*** Opening of DATA FOR THE TASK ***

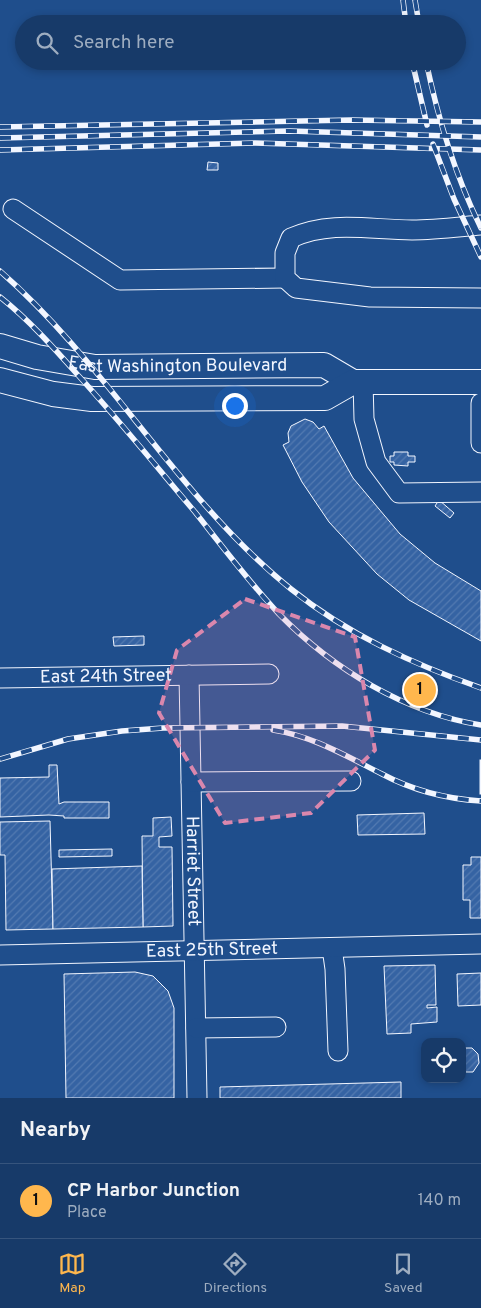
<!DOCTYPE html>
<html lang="en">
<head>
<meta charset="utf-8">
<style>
	body { margin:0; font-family:Overpass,sans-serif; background:#244571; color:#f1f3f6 }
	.controls { position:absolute; right:15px; bottom:15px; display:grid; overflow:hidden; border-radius:10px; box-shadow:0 2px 8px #0003 }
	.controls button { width:45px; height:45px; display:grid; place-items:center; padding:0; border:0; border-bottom:1px solid #36547d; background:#173a69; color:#f1f3f6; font:25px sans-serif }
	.you { position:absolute; left:234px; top:405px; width:18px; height:18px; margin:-12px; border:4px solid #fff; border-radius:50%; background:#1a73e8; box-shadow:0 0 0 8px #1a73e833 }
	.badge { display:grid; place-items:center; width:32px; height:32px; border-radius:50%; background:#ffb74d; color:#111; font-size:16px; font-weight:700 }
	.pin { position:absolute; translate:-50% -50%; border:2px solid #fff; box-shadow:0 1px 5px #0006 }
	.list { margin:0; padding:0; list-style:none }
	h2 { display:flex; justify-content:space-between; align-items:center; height:65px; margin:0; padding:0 20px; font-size:21px }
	h2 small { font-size:16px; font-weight:400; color:#9eadc0 }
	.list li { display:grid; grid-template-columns:32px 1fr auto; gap:15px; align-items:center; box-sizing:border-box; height:75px; padding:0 20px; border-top:1px solid #36547d }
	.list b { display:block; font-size:19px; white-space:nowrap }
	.list p { margin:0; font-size:16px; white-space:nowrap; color:#9eadc0 }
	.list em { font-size:16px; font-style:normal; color:#9eadc0 }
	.icon { flex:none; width:28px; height:28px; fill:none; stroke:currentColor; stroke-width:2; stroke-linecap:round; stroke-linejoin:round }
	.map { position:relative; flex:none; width:481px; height:1098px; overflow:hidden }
	.search { position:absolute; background:#173a69; box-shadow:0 2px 8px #0003; left:15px; right:15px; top:15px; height:55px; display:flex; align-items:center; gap:12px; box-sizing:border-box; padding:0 18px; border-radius:28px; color:#9eadc0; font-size:19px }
	.sheet { height:140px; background:#173a69 }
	nav { display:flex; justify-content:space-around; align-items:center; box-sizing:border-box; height:70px; border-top:1px solid #36547d; background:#173a69; font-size:14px; color:#9eadc0 }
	nav a { display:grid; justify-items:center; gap:2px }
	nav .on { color:#ffb74d }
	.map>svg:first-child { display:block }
	.building { fill:url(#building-hatch); stroke:#f2f6ff }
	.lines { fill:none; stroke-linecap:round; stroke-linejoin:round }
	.minor-casing { stroke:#f2f6ff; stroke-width:21 }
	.major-casing { stroke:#f2f6ff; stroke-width:26 }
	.minor { stroke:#1f4e8c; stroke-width:19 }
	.major { stroke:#1f4e8c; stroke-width:24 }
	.rail-casing { stroke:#f2f6ff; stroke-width:5.5 }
	.rail { stroke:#1f4e8c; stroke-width:4; stroke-dasharray:11; stroke-linecap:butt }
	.marked { fill:#da87ad; fill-opacity:0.2; stroke:#da87ad; stroke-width:4; stroke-dasharray:10 6; stroke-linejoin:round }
	.labels { text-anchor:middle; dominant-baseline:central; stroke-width:4; stroke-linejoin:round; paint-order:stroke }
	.street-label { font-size:18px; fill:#f2f6ff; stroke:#1f4e8c }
</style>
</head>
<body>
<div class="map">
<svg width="481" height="1098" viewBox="0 0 481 1098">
	<defs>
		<pattern id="building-hatch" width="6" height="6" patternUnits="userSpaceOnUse" patternTransform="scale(1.25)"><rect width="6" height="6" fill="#3563a3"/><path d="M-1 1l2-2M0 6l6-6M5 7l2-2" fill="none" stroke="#537ab1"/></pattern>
	</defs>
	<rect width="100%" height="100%" fill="#1f4e8c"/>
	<g class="building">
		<polygon points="208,162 218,163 218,170 207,170"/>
		<polygon points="305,419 313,422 319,429 324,426 353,478 400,534 435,563 481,591 481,641 409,600 377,574 329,522 302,482 283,445 289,442 288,433 291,426"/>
		<polygon points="394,452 408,452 408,456 415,456 415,462 408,462 408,466 394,465 394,462 390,462 390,456 394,456"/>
		<polygon points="439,500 454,513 450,518 435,506"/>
		<polygon points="144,636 144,645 114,646 113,637"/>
		<polygon points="418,685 425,688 423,694 415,691"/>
		<rect x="480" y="760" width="1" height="34"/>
		<polygon points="49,765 57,765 59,804 64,802 109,802 109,818 64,818 64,816 49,815 0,817 0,778 49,777"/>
		<polygon points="424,813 425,834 358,835 357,815"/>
		<polygon points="171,817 172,836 159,837 159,847 172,847 173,926 143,927 142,836 153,836 153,818"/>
		<polygon points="50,821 53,929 6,930 5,855 0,855 0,822"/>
		<polygon points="112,849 112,856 59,857 59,850"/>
		<polygon points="471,857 481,857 481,918 470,918 470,900 463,900 463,865 471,865"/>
		<polygon points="142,866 143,927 53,929 52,869"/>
		<polygon points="435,965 436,1005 427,1005 427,1008 437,1007 437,1022 411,1024 411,1033 387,1034 384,966"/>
		<polygon points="135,972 153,976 168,991 174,1008 174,1098 66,1098 64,974"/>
		<polygon points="481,973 481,1005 458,1006 457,974"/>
		<polygon points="462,1048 472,1048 478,1054 479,1063 473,1072 462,1072"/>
		<polygon points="401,1082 401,1098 220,1098 220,1087"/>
	</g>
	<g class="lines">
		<g class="minor-casing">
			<g id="minor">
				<polyline points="13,209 120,280 285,278"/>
				<path d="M481 225C458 227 435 230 412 230 371 230 331 220 291 238L285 253V278L296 288 370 297 481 298"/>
				<polyline points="363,382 364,419 376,462 399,493 481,492"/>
				<polyline points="481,403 481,443"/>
				<path id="s1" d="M189 675 197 1098"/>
				<path id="s2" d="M0 678 269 674"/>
				<polyline points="191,782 351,781"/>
				<polyline points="332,948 335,969 338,1051"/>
				<path id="s3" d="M0 955 481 944"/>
				<polyline points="196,1028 276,1027"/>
			</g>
		</g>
		<g class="major-casing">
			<g id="major">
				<path id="s4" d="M0 346 37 357 95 367 324 365 353 382"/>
				<polyline points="0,380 53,394 92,399 325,398 353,382 481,382"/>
			</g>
		</g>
		<use href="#minor" class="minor"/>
		<use href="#major" class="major"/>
		<g class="rail-casing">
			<g id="rail">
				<polyline points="403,0 406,24"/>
				<polyline points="415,0 419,24"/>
				<polyline points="412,61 427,125"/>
				<path d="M426 61C438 119 455 175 481 228"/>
				<polyline points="0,127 351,120 481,122"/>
				<polyline points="0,138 290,131 481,137"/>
				<polyline points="433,144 454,199 481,257"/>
				<polyline points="0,150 255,143 481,150"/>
				<path d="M0 271C109 366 178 498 291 589 347 634 413 664 481 688"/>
				<path d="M0 297C29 320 53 347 77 374 118 419 156 466 195 512 222 546 249 582 279 614 333 669 405 713 481 725"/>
				<path d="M273 730C313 736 346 756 382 774 412 790 447 799 481 801"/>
				<polyline points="0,759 68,739 122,731 163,728 342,726 481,740"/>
			</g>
		</g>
		<use href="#rail" class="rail"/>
	</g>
	<path class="marked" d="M245 599 355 637 375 750 311 813 225 823 159 713 177 650Z"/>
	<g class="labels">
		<g class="street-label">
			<text stroke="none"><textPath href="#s4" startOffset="180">East Washington Boulevard</textPath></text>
			<text stroke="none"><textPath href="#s2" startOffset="106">East 24th Street</textPath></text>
			<text stroke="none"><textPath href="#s1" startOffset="196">Harriet Street</textPath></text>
			<text stroke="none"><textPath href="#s3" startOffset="212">East 25th Street</textPath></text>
		</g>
	</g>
</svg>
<div class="controls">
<button><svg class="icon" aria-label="locate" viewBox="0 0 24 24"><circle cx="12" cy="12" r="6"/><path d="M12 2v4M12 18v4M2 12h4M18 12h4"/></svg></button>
</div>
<div class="you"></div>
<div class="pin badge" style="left:420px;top:690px">1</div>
<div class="search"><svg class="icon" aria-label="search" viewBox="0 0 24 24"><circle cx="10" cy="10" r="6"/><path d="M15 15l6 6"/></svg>Search here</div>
</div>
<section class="sheet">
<h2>Nearby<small></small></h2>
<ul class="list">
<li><span class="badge">1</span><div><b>CP Harbor Junction</b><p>Place</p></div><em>140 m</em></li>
</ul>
</section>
<nav>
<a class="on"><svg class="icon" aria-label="map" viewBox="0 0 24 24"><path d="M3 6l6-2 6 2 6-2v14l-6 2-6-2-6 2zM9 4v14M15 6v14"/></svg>Map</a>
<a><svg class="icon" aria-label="directions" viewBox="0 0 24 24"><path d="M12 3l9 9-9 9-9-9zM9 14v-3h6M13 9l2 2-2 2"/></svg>Directions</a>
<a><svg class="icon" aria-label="saved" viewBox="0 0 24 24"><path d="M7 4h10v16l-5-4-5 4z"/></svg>Saved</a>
</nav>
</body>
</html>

*** Close of DATA FOR THE TASK ***

#### [THE PROBLEM]
Which lines of the records above hold the word "bottom"? Copy each of them.

#### [EXPECTED OUTPUT]
	.controls { position:absolute; right:15px; bottom:15px; display:grid; overflow:hidden; border-radius:10px; box-shadow:0 2px 8px #0003 }
	.controls button { width:45px; height:45px; display:grid; place-items:center; padding:0; border:0; border-bottom:1px solid #36547d; background:#173a69; color:#f1f3f6; font:25px sans-serif }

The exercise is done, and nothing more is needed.